# Salting Shad?



## zap (Jun 5, 2005)

Has anyone ever tried salting fresh shad before freezing them? 

Last couple days I couldn't catch hardly any. Today I caught enough to last a few days. Some guy I ran into said he used to salt them before he froze them.

Will salted shad work as well as fresh?


----------



## catfish_hunter (May 31, 2005)

If your useing it for flatheads live bait is usually better but I have salted sucker and froze it for cutbait for channels before


----------



## catfishhunter33 (Apr 6, 2004)

hhjhjhjhjhjjjjjjjjjjjjjjjjjjjjjj


----------



## flathunter (Apr 5, 2004)

Most all of my flatheads come on fresh cut, or frozen shad..I am gonna have to try salting them..just table salt?


----------



## catfishhunter33 (Apr 6, 2004)

hhjhjhjhjhjjjjjjjjjjjjjjjjjjjjjj


----------



## jfout (Apr 26, 2004)

I remember a article in Field And Stream or InFisherman.
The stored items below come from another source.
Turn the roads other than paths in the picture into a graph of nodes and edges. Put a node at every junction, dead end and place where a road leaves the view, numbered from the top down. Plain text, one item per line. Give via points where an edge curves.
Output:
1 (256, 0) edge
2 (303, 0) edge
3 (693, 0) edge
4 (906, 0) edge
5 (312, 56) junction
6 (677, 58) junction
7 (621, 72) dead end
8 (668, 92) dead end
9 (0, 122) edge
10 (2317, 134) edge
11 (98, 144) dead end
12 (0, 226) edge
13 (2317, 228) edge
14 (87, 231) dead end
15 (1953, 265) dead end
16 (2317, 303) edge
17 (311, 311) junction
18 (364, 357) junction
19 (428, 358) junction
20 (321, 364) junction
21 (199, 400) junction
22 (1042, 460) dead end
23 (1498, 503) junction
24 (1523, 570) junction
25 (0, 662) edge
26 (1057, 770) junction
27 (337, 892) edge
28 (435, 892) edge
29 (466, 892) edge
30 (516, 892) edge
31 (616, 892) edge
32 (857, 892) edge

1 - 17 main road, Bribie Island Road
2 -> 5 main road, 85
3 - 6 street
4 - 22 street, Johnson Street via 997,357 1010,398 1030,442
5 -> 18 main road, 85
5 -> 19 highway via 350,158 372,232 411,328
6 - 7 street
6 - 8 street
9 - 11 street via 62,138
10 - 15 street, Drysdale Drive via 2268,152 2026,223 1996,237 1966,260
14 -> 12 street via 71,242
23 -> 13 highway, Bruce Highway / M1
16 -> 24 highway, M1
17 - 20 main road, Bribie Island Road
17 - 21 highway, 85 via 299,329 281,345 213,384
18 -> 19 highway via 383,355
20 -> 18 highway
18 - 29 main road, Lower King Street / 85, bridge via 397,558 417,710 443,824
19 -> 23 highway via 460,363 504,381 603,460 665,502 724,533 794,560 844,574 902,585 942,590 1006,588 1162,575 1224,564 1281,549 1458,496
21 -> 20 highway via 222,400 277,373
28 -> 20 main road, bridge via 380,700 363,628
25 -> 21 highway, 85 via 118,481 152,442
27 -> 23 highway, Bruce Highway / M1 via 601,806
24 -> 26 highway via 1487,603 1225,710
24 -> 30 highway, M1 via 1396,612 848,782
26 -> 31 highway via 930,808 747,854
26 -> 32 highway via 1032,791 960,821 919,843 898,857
It was about salted shad, the guy would tak a crock with a lid , start of with a layer of rock salt them shad , do that until you get the crock full. Then he would bury it in his garden for a couple of months. Yeah, I never tried it but it sounded nasty.


----------



## zap (Jun 5, 2005)

buried crock pot full of shad....yeah...nasty is a good word  


I guess I"ll give salting them a try then. But I hope it does as well as fresh...the bite was on for sure last night...


----------